Direct Comparison of Umbilical Cord Blood versus Bone Marrow–Derived Endothelial Precursor Cells in Mediating Neovascularization in Response to Vascular Ischemia

Characteristics and yield of UCB- and BM-derived EPCs. Mononuclear cells (MNCs) from fresh UCB or BM were isolated and cultured under endothelial conditions for 7 days [13]. Adherent cell yields at day 7 from UCB cultures were on average 2.4% ± 0.3% of the initial MNC input, compared with 18.6% ± 2.2% obtained from BM MNCs (A). Fluorescent microscopy of adherent cells was used to assess the uptake of acetylated low-density lipoprotein (acLDL; red) and nuclear staining with Hoechst 33258 (blue) after 7 days of culture (B). Representative images shown here were taken at ×40 with a Zeiss (Jena, Germany) LSM510 confocal microscope. For flow analysis, cultured cells were dissociated (2 mmol/L ethylenediaminetetraacetic acid), and the fluorescence of acetylated low-density lipoprotein and UEA-lectin was quantified (C).

Flow cytometric analysis of EPC cells derived from UCB versus BM. UCB and BM MNCs were cultured for 7 days, and adherent cells were trypsinized, washed, and stained for stromal (Stro-1, CXCR4, CD105, and CD73), endothelial (CD31, CD146, and VE-cadherin [VE-Cad]), stem cell (CD34 and CD133), and monocyte (CD14) surface markers and analyzed by flow cytometry.

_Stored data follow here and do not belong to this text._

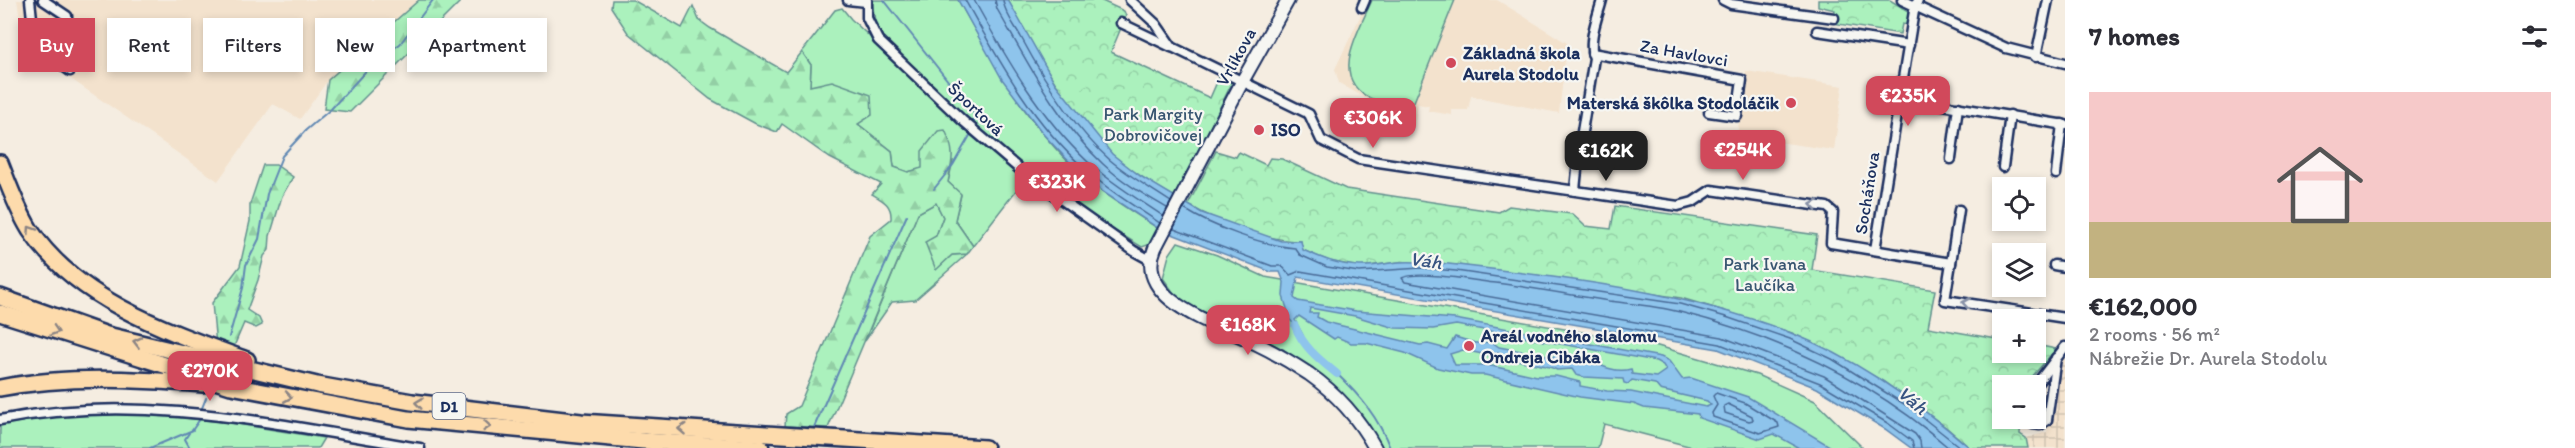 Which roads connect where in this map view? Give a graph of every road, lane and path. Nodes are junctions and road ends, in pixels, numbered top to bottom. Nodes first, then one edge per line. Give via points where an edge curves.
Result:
1 (30, 0) edge
2 (43, 0) edge
3 (848, 0) edge
4 (1130, 0) edge
5 (1288, 0) edge
6 (1602, 0) edge
7 (1723, 0) edge
8 (1902, 0) edge
9 (2048, 0) edge
10 (867, 1) edge
11 (1917, 3) edge
12 (1833, 18) dead end
13 (1121, 23) dead end
14 (1816, 31) dead end
15 (1909, 45) junction
16 (1172, 47) junction
17 (1592, 53) junction
18 (2036, 57) junction
19 (2065, 63) edge
20 (1243, 80) junction
21 (1900, 98) junction
22 (1958, 107) junction
23 (1709, 112) dead end
24 (2010, 115) junction
25 (2064, 124) edge
26 (1951, 159) dead end
27 (0, 163) edge
28 (2003, 166) dead end
29 (2056, 174) dead end
30 (1575, 190) junction
31 (1959, 210) dead end
32 (1875, 250) junction
33 (1152, 261) junction
34 (1951, 263) junction
35 (2054, 265) dead end
36 (2065, 267) edge
37 (0, 297) edge
38 (0, 313) edge
39 (2065, 318) edge
40 (2065, 347) edge
41 (2056, 358) junction
42 (2043, 375) edge
43 (316, 385) junction
44 (231, 386) junction
45 (0, 388) edge
46 (0, 420) edge
47 (2046, 421) edge
48 (420, 448) edge
49 (761, 448) edge
50 (985, 448) edge
51 (1375, 448) edge

1 - 2 street via 38,48 70,71 67,16
3 - 10 street
4 - 16 street via 1156,24
5 - 20 street, Vrlíkova
6 - 17 street
7 - 12 street
8 - 11 street
9 - 18 street
10 - 33 street, Športová via 867,18 878,40 981,138 1024,173
11 - 15 street, Socháňova
11 - 18 street via 2000,45
13 - 16 street
14 - 15 street
15 - 21 street, Socháňova
16 - 20 street
17 - 23 street, Za Havlovci via 1742,80 1737,116
17 - 30 street
18 - 19 street
20 - 30 street via 1309,114 1321,140 1358,159
20 - 33 street, Vrlíkova
21 - 22 street
21 - 32 street, Socháňova
22 - 24 street
22 - 26 street
24 - 25 street
24 - 28 street
25 - 29 street
43 -> 27 highway via 180,334 92,290 54,258 30,230
32 -> 30 street via 1831,243 1833,212 1827,207 1717,190 1678,206
31 - 34 street
32 - 34 street
33 - 51 street via 1156,281 1171,301 1281,356 1310,375 1356,417
39 -> 34 street via 1945,300
35 - 36 street
43 -> 37 highway, D1 via 107,334
38 -> 44 highway, D1
40 - 41 street
41 - 42 street
41 - 47 street
50 -> 43 highway, D1 via 581,422 412,402
44 - 45 highway via 108,379
44 -> 49 highway, D1 via 408,419
46 - 48 street via 64,410 152,408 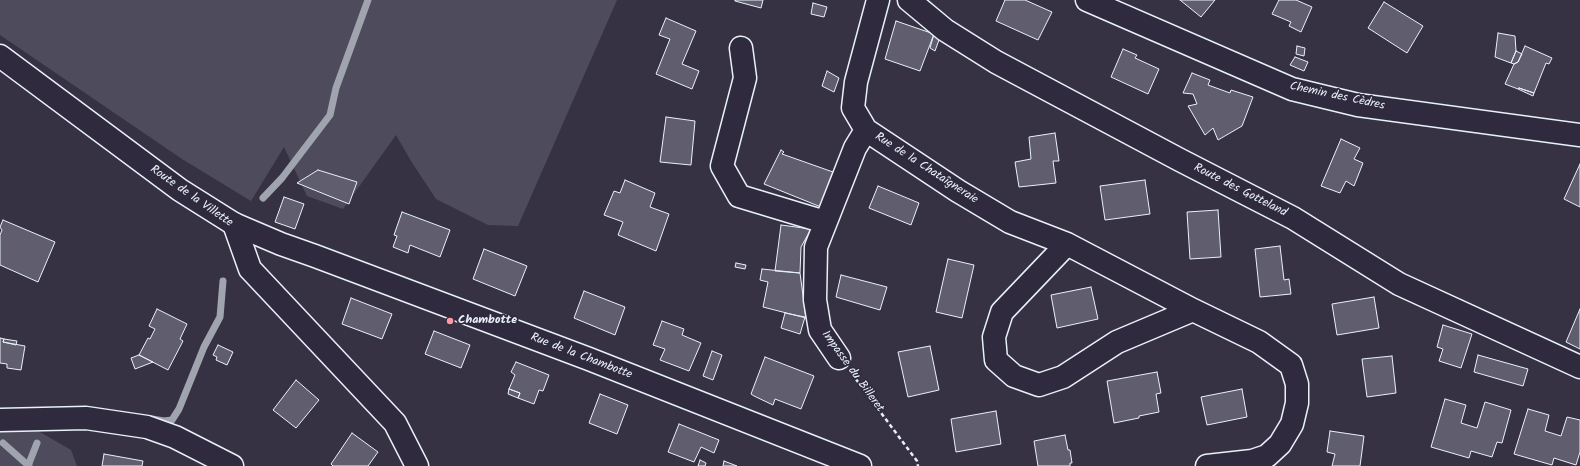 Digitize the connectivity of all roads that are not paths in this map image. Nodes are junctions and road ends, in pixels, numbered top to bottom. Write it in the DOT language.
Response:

Perfusion ratios after injection of EPCs into NOD/SCID mice with induced hind-limb ischemia. NOD/SCID mice underwent femoral artery ligation and excision followed by intracardiac injection of EPCs. Control animals were injected with saline or complete EBM2 media. Adherent UCB or BM EPCs on the day of injection (day 7 of culture) were removed with trypsin, and 1 × 10⁶ cells per mouse were injected. Doppler measurements were taken immediately after ligation and then on days 7, 14, and 28. Perfusion ratios were determined between the ischemic and nonischemic leg of each study animal.

Comparison of capillary density in treated and nontreated mice. At 28 days after isolation and ligation of the right femoral artery, tissue was harvested from the lower calf muscle of study and control mice. Tissue was fresh-frozen and stained for alkaline phosphatase by the indoxyl-tetrazolium method. Two blinded investigators counted 20 fields per sample, and capillary density was expressed as capillaries per square millimeter.

Histologic assessment of ischemic hind limbs with CD31. Tissue from the lower calf muscles of both hind limbs was harvested at day 28 for histologic evaluation. The samples were fixed in formalin. Sections (6-μm thickness) were mounted on saline-coated glass slides and stained with anti-human CD31 antibody to identify EPCs derived from human cells. Control mice (A) were negative for CD31 staining. Specimens from mice that were injected with UCB-derived EPCs (B) or BM-derived EPCs (C) showed positive staining for CD31 expression by human cells within the microvasculature.